Errors using inadequate data are much less than those using no data at all.

—Charles Babbage

It’s about 7:30 a.m. on October 26, 2011, and I’m driving on The Strip in Las Vegas, Nevada. No, I’m not about to play craps or see Celine Dion. (While very talented, she’s just not my particular brand of vodka.) I’m going for a more professional reason. Starting sometime in mid-2011, I started hearing more and more about something called Big Data. On that October morning, I was invited to IBM’s Information on Demand (IOD) conference. It was high time that I learned more about this new phenomenon, and there’s only so much you can do in front of a computer.

Beyond my insatiable quest for knowledge on all matters technology, truth be told, I went to IOD for a bunch of other reasons. First, it was convenient: The Strip is a mere fifteen minutes from my home. Second, the price was right: I was able to snake my way in for free. It turns out that, since I write for a few high-profile sites, some people think of me as a member of the media. (Funny how I never would have expected that ten years ago, but far be it from me to look a gift horse in the mouth.) Third, it was a good networking opportunity and my fourth book, The Age of the Platform, had just been published. I am familiar enough with the book business to know that authors have to get out there if they want to generate a buzz and move copies. These were all valid reasons to hop in my car, but for me there was an extra treat. I had the opportunity to meet and listen firsthand to the conference’s two keynote speakers: Michael Lewis (one of my favorite writers) and a man by the name of Billy Beane.

For his part, Lewis wasn’t at IOD to promote his latest opus like I was. On the contrary, he was there to speak about his 2003 book Moneyball: The Art of Winning an Unfair Game. The book had been enjoying a huge commercial resurgence as of late, thanks in no small part to the recent film of the same name starring some guy named Brad Pitt. I hadn’t read Moneyball in some years, but I remember breezing through it. Lewis’s writing style is nothing if not engaging. (He even made subprime mortgages and synthetic collateralized debt obligations [CDOs] interesting in The Big Short.)

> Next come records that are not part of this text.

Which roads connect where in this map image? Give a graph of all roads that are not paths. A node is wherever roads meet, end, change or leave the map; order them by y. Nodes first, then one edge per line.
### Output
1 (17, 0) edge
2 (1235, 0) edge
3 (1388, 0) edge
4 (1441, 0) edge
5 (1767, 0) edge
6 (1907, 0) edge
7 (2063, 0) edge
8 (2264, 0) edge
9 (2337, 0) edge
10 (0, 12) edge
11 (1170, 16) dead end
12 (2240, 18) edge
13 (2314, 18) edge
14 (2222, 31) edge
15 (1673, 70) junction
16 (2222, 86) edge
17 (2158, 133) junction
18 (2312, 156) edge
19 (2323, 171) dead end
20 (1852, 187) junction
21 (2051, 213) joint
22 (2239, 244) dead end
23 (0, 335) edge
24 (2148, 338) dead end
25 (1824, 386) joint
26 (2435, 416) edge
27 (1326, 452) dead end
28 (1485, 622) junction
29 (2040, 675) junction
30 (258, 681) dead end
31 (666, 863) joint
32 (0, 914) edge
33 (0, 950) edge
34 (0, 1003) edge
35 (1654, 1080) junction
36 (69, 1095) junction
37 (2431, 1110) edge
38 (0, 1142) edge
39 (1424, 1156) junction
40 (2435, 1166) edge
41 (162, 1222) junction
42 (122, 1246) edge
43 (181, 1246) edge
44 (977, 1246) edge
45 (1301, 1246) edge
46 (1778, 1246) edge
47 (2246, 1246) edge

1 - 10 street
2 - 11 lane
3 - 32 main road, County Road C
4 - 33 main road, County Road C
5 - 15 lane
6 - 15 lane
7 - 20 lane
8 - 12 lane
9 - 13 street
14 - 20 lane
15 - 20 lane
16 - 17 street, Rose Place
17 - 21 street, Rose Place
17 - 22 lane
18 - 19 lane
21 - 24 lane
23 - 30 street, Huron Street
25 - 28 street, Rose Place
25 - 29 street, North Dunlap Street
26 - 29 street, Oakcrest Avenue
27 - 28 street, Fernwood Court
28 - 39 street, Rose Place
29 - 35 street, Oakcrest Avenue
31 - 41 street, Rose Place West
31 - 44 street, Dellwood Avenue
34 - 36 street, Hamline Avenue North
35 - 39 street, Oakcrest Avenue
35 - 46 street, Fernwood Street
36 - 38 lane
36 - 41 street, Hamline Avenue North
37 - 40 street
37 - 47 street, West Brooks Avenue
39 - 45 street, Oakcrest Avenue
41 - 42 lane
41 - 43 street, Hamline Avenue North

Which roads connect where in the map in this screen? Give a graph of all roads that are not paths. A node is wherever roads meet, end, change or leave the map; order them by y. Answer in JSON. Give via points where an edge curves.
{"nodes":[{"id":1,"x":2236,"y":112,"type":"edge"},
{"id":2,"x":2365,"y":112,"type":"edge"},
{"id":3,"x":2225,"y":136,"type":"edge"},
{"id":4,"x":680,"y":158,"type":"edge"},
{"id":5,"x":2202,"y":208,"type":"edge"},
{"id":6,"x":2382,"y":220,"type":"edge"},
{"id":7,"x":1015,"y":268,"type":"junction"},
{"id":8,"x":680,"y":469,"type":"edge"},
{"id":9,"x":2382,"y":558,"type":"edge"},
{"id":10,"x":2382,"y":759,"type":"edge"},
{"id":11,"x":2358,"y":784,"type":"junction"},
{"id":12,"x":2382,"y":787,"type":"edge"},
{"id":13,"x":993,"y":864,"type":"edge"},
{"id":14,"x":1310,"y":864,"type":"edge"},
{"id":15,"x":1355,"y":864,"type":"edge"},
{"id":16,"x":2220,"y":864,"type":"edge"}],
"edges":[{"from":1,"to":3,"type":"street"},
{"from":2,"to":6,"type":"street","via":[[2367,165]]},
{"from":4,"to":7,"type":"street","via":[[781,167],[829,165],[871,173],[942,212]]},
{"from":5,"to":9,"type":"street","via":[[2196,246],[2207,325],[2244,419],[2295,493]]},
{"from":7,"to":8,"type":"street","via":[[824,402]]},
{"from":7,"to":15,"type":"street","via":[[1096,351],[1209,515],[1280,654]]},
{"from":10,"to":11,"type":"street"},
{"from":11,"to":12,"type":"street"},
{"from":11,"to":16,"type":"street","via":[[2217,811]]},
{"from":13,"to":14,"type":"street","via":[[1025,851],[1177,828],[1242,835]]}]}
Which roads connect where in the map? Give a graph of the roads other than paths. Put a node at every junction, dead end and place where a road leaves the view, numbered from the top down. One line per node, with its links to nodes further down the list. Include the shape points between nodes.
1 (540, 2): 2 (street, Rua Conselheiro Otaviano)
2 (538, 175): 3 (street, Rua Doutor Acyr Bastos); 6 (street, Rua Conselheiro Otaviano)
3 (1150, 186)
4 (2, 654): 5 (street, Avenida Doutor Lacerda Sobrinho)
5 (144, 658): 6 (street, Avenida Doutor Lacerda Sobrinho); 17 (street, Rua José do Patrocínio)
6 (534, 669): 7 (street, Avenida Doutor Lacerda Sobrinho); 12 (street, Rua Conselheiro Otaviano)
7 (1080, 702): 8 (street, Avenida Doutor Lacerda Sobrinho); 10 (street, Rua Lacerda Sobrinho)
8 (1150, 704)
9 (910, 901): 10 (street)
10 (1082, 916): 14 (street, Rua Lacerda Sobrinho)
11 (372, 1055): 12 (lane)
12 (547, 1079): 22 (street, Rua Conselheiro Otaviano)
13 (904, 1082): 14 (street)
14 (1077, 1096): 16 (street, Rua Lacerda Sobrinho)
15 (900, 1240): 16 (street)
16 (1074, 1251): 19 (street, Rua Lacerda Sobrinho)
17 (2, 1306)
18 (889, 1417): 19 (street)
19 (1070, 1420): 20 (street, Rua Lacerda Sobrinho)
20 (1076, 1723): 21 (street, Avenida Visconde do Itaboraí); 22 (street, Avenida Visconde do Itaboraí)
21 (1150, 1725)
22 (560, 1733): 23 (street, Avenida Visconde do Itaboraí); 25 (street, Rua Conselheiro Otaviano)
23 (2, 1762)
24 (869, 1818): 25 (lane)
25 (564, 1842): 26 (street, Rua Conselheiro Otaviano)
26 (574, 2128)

I’ve always been a bit of a stats geek, and Moneyball instantly hit a nerve with me. It told the story of Beane, the general manager (GM) of the budget-challenged Oakland A’s. Despite his team’s financial limitations, he consistently won more games than most other mid-market teams—and even franchises like the New York Yankees that effectively printed their own money. The obvious question was how? Beane bucked convention and routinely ignored the advice of long-time baseball scouts, often earning their derision in the process. Instead, Beane predicated his management style on a rather obscure, statistics-laden field called sabermetrics. He signed free agents who he believed were undervalued by other teams. That is, he sought to exploit market inefficiencies.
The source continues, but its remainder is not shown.